> EXERCISE DETAILS: Write out the data that follows. Keep every character unchanged.

> DATA EXTRACT:
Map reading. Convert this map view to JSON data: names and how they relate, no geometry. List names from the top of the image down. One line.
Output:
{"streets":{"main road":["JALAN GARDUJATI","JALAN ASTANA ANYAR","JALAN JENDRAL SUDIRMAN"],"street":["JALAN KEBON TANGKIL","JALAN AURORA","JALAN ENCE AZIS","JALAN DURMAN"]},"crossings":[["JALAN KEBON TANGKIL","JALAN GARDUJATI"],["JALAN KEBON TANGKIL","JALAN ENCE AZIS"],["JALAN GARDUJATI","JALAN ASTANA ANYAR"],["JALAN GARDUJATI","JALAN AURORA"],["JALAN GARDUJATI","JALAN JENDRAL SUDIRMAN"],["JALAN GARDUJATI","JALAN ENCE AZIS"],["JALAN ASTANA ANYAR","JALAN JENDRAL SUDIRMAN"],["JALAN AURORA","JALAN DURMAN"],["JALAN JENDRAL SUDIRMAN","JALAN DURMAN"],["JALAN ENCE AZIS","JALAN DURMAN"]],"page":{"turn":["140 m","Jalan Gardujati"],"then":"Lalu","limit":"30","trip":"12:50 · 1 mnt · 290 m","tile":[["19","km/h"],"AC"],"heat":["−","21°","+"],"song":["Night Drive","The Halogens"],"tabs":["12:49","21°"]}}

> COMPLETED TASK:
Map reading. Convert this map view to JSON data: names and how they relate, no geometry. List names from the top of the image down. One line.
Output:
{"streets":{"main road":["JALAN GARDUJATI","JALAN ASTANA ANYAR","JALAN JENDRAL SUDIRMAN"],"street":["JALAN KEBON TANGKIL","JALAN AURORA","JALAN ENCE AZIS","JALAN DURMAN"]},"crossings":[["JALAN KEBON TANGKIL","JALAN GARDUJATI"],["JALAN KEBON TANGKIL","JALAN ENCE AZIS"],["JALAN GARDUJATI","JALAN ASTANA ANYAR"],["JALAN GARDUJATI","JALAN AURORA"],["JALAN GARDUJATI","JALAN JENDRAL SUDIRMAN"],["JALAN GARDUJATI","JALAN ENCE AZIS"],["JALAN ASTANA ANYAR","JALAN JENDRAL SUDIRMAN"],["JALAN AURORA","JALAN DURMAN"],["JALAN JENDRAL SUDIRMAN","JALAN DURMAN"],["JALAN ENCE AZIS","JALAN DURMAN"]],"page":{"turn":["140 m","Jalan Gardujati"],"then":"Lalu","limit":"30","trip":"12:50 · 1 mnt · 290 m","tile":[["19","km/h"],"AC"],"heat":["−","21°","+"],"song":["Night Drive","The Halogens"],"tabs":["12:49","21°"]}}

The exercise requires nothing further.